Work item:
Find how many lines in this data contain the string "from". Respond with only that number.

------ Task data ------

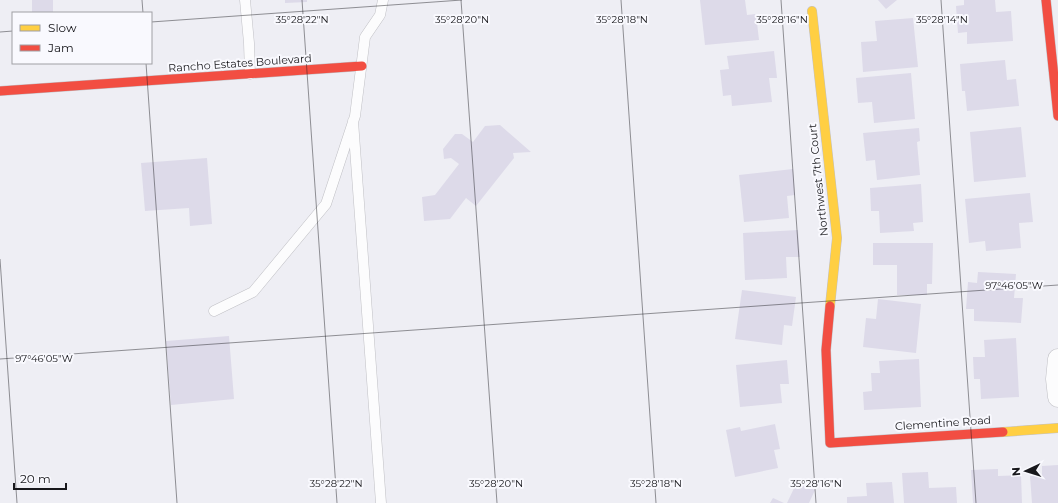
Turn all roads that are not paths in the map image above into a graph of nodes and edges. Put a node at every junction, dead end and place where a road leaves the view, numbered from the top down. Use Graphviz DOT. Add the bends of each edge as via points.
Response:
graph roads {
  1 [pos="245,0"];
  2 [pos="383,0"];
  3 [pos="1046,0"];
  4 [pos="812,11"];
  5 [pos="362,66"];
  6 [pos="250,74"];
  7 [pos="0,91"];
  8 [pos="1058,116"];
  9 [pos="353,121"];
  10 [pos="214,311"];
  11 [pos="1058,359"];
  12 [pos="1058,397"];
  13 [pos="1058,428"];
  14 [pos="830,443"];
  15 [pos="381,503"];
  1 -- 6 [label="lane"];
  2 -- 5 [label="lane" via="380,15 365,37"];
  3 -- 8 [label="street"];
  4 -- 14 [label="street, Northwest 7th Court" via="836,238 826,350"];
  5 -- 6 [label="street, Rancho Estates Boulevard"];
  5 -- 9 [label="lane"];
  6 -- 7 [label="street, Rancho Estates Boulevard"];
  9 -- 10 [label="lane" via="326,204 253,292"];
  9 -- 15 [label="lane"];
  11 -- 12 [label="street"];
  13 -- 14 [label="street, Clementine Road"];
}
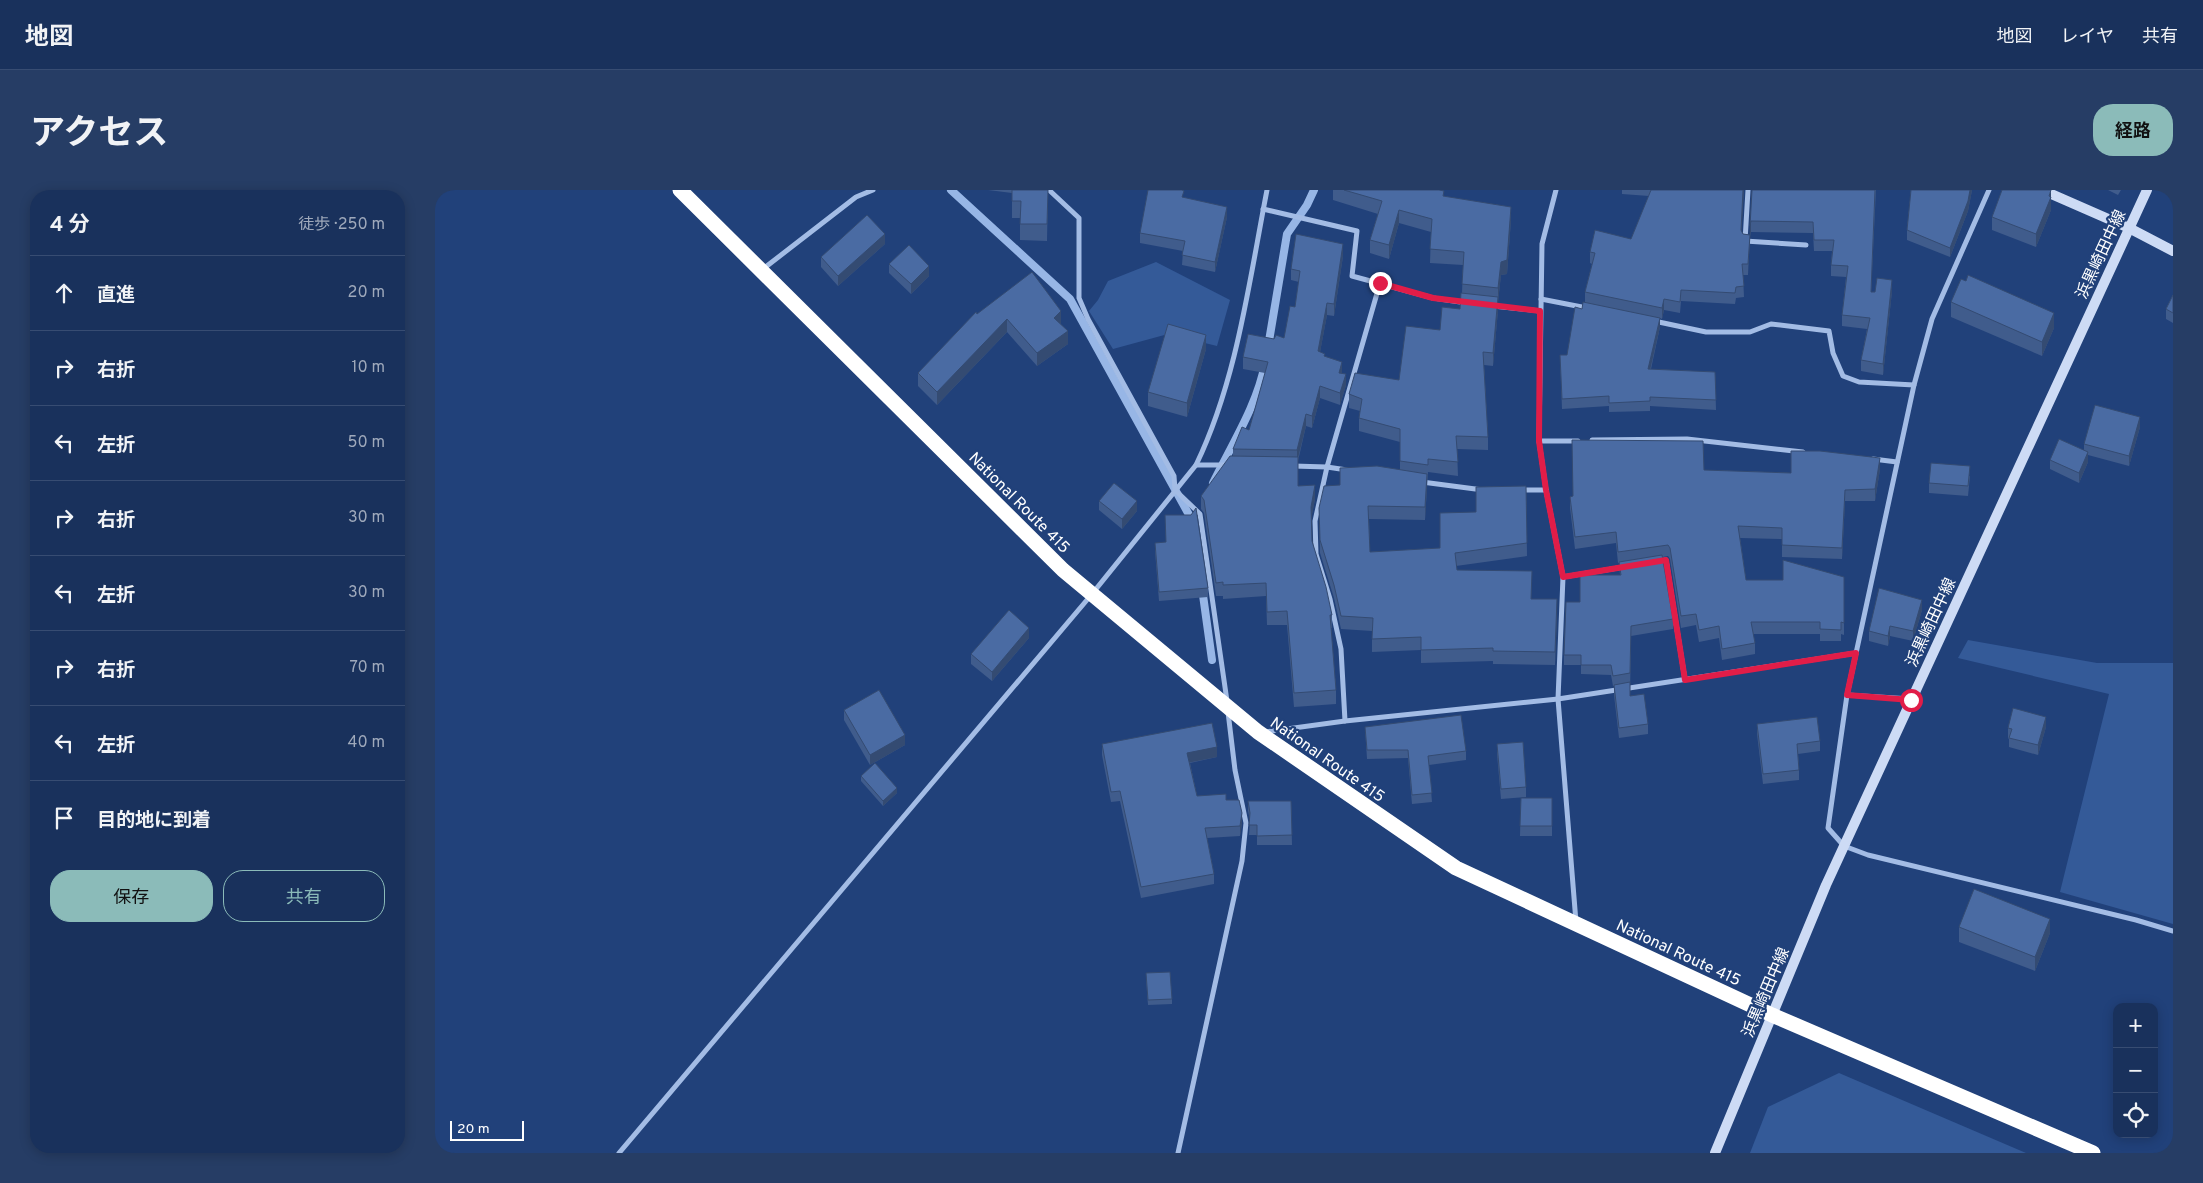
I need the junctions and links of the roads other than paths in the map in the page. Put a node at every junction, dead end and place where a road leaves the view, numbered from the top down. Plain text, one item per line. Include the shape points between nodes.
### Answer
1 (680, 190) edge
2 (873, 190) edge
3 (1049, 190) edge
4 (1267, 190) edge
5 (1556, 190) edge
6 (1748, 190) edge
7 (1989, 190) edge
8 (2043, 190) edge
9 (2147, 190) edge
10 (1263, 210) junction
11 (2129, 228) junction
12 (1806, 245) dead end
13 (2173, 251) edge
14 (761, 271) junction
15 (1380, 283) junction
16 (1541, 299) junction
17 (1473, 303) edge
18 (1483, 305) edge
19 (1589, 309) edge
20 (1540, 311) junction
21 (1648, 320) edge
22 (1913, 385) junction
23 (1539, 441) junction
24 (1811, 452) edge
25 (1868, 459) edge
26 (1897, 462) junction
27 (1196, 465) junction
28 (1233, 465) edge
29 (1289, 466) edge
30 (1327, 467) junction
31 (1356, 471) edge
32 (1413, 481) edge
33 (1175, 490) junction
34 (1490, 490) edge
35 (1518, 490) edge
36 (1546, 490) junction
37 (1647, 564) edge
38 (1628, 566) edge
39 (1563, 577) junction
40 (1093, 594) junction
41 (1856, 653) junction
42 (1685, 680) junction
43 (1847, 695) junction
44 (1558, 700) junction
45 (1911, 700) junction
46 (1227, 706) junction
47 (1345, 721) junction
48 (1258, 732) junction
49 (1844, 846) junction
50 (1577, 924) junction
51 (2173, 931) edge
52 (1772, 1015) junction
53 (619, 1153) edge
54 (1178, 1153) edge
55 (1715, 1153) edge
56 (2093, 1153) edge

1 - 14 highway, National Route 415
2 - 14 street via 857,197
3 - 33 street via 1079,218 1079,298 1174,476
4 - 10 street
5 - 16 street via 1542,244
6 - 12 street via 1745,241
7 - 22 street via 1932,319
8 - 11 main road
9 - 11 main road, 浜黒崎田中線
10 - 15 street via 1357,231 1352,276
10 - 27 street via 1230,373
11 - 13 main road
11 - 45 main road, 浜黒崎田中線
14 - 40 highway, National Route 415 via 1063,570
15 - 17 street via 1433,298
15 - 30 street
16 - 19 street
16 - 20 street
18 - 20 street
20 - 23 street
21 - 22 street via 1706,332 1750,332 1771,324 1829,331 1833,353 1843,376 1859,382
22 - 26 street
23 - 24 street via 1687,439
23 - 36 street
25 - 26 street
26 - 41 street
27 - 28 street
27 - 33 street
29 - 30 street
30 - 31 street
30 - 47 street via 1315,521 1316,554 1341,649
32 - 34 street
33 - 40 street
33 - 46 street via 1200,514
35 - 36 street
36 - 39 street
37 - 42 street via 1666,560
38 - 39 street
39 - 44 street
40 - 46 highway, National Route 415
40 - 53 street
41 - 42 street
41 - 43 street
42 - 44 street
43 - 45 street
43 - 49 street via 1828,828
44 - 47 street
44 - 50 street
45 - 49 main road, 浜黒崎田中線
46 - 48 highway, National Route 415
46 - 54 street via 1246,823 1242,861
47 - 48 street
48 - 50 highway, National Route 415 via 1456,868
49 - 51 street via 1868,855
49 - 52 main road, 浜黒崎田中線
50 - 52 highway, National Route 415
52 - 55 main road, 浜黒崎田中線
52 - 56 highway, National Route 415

------

Solution:
2